You can send specific questions to mykenyakwani@gmail.com and we will answer them promptly. Kwani? has always been committed to fresh and quality writing. All the best.
WOW!! The Kwani? response to our queries has been brilliant!!! I just love these guys!! 3 stories and also a chance to re-edit othe one we have submitted!! THANKS GUYS!!!
Can somebody elaborate something about writers born after 1978! real adults are they 1978 bornes and below or above?
I am already down with my pen and paper,writing my second story.Thank you kwani?
Thank you for extending the deadline. I had initially given up after I was unable to edit my work before the the date. For fellow writers who had met the deadline, relax. Write something else, Kenya is very reach in literature.
I am proud of kwani.
This is Impunity.
Kwani says that they did not reach as many people as possible who fall within the specified age groups (demographics and geographic locations.) they had targeted.
I would like to advice them to consult Storymoja Publishers- who at one time called for ‘real life experience’ stories through the media in 2007- which i participated.
When I last spoke to Muthoni Garland few weeks ago (2009), she told me that they did not get enough of the material they were looking for and so shelved the whole project until they will have got enough material to pull it through.

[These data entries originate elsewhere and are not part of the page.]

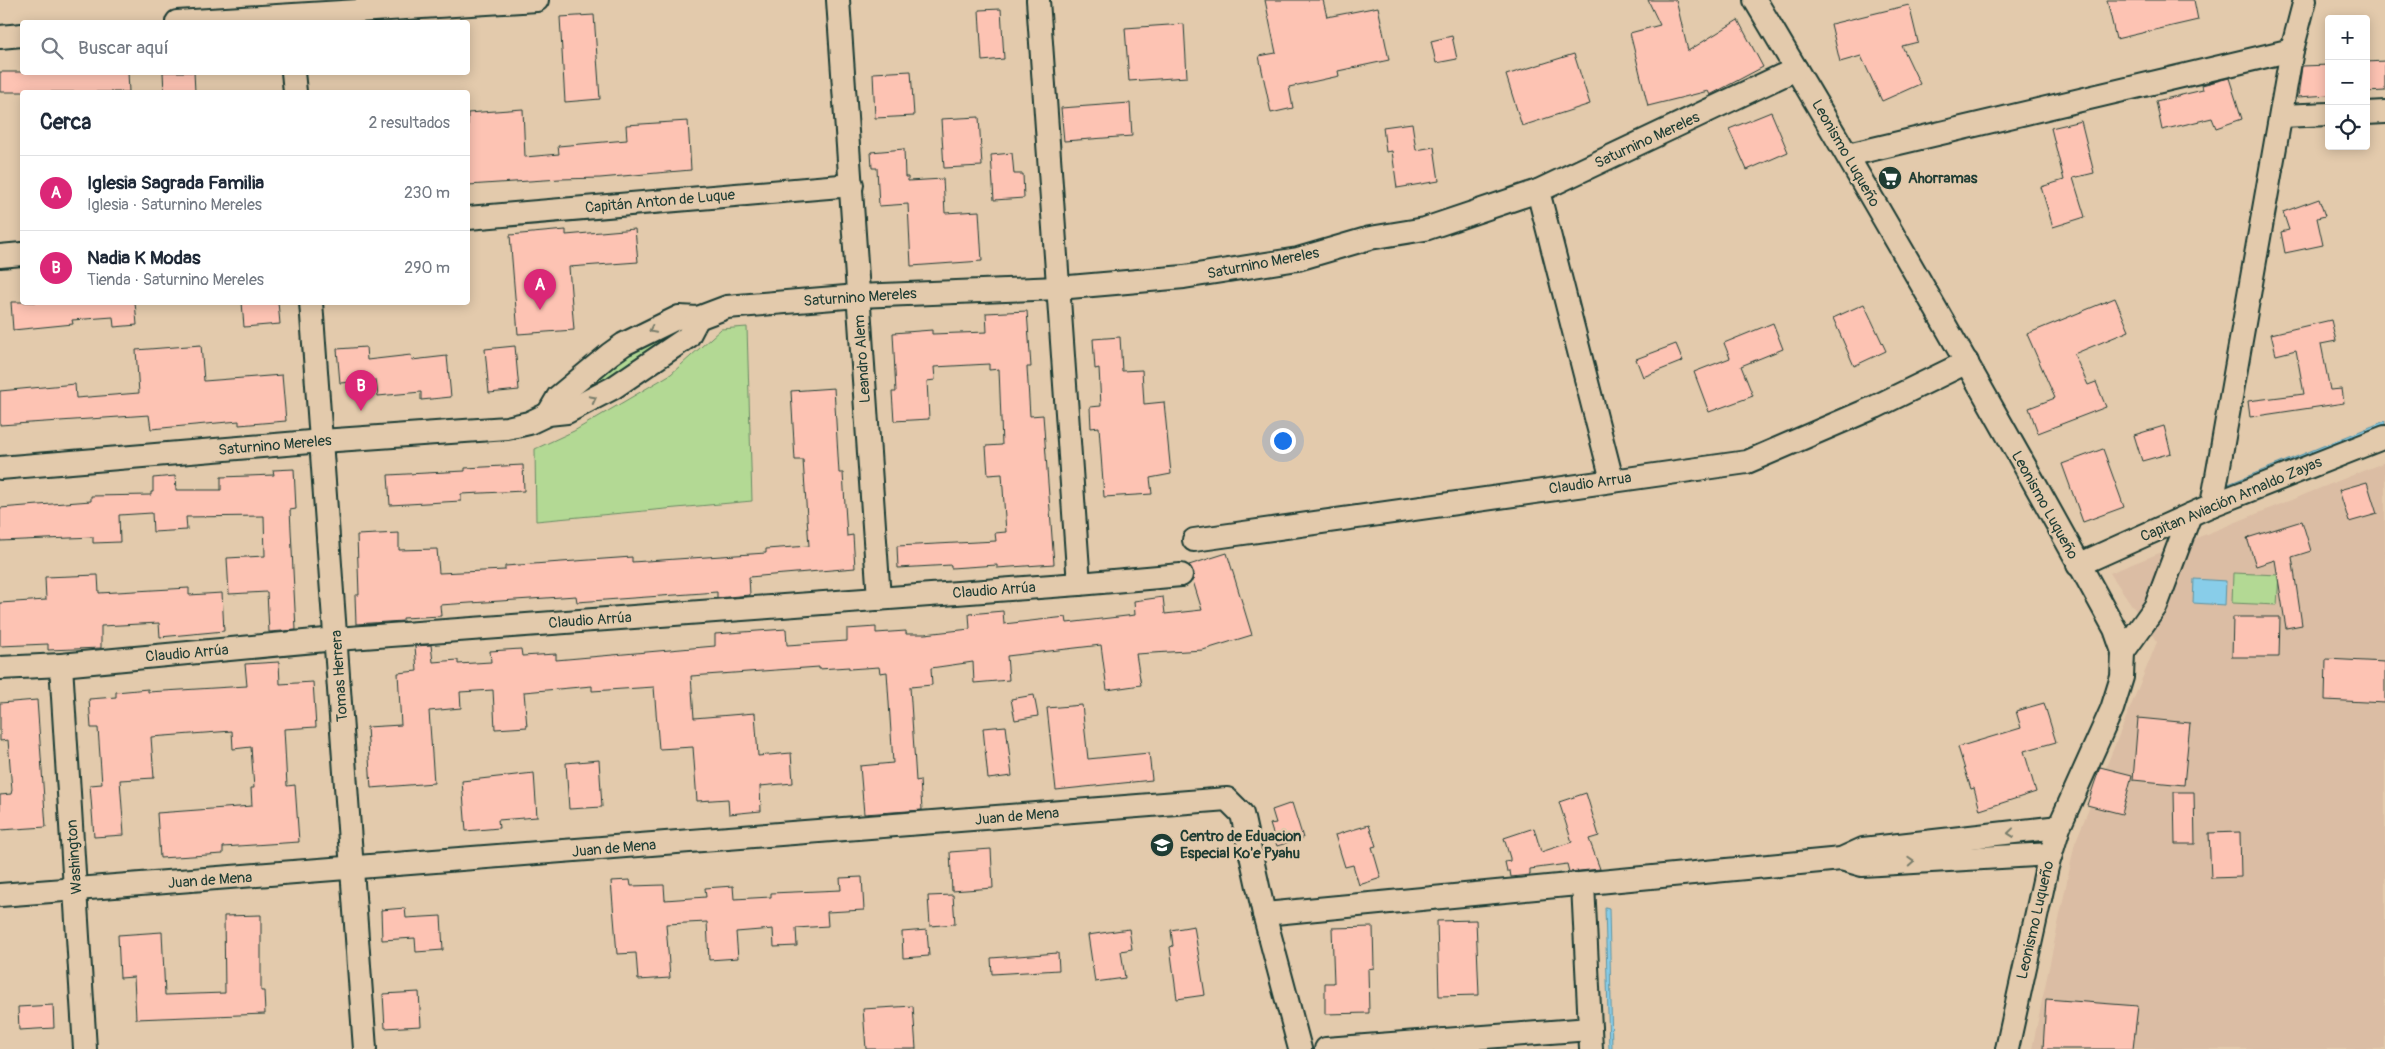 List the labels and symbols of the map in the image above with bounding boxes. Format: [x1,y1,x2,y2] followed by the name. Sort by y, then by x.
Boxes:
[1807,96,1884,210] street label: Leonismo Luqueño
[1592,108,1703,173] street label: Saturnino Mereles
[1877,165,1903,191] supermarket icon: Ahorramas
[1908,169,1978,188] place label: Ahorramas
[584,185,737,218] street label: Capitán Anton de Luque
[1205,243,1321,284] street label: Saturnino Mereles
[524,269,556,310] pin: A
[803,284,918,311] street label: Saturnino Mereles
[850,314,875,404] street label: Leandro Alem
[648,324,657,334] one-way arrow
[345,370,377,411] pin: B
[588,395,597,405] one-way arrow
[1270,428,1296,454] your location
[218,431,333,460] street label: Saturnino Mereles
[2007,448,2082,563] street label: Leonismo Luqueño
[2137,452,2325,546] street label: Capitan Aviación Arnaldo Zayas
[1547,468,1633,499] street label: Claudio Arrua
[952,578,1036,603] street label: Claudio Arrúa
[548,608,632,633] street label: Claudio Arrúa
[327,629,352,722] street label: Tomas Herrera
[145,640,230,667] street label: Claudio Arrúa
[974,803,1060,830] street label: Juan de Mena
[62,819,87,895] street label: Washington
[1180,827,1302,863] place label: Centro de Eduacion Especial Ko'e Pyahu
[2007,827,2015,838] one-way arrow
[1149,832,1175,858] school or university icon: Centro de Eduacion Especial Ko'e Pyahu
[571,835,657,862] street label: Juan de Mena
[1907,857,1915,868] one-way arrow
[2013,859,2058,981] street label: Leonismo Luqueño
[167,868,253,893] street label: Juan de Mena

Remember this was very wide subject area. Unlike “Kenya I live in”. But still they failed to get enough material.
Secondly, the call -out for stories was published in the daily nation- still they did not get enough material. So here we go again. Same strategy different entity.
Like Culture sung in his cape coast song . ‘The British call it a cape coast but we call it a dungeon” it is the same stragey they use!!

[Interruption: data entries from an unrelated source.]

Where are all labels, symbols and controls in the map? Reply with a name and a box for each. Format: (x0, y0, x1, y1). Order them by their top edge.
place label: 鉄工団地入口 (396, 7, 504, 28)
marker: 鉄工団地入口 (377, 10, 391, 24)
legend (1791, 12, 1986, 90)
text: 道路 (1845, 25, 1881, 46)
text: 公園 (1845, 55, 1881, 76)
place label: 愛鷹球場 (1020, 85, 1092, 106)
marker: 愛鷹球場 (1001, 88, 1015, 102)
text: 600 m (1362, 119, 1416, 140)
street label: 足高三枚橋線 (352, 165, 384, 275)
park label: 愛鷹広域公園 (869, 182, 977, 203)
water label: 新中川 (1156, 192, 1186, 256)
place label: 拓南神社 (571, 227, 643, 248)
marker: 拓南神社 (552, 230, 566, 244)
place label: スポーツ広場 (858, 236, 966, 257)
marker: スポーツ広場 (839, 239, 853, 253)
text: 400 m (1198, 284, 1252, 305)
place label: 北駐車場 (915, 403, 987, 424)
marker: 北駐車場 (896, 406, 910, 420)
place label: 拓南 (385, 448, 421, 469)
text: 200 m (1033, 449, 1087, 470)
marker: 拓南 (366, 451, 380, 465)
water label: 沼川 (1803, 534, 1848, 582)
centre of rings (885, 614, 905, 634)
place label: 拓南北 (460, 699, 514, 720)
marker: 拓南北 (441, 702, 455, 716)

Anyway, I must say that in Kenya the more things change, the more they remain the same. Kwani gave us a deadline, we worked our ass to beat it and now they are saying that they haven’t made the target groups they were looking for.
Firstly, Kwani should know that it will continue receiving manuscripts from the urban -based writers because very few people form the rural access the internet. (Personally I leant the call -out through Joseph Ngujiri’s review in the Sunday Nation). And later followed it on Kwani site.
Two, it amazes me how Kwani works. They want us to believe they will work both day and night to finish our stories.
Now let me get this straight, when is the deadline? October 26. And when is the ceremony due? December 2009.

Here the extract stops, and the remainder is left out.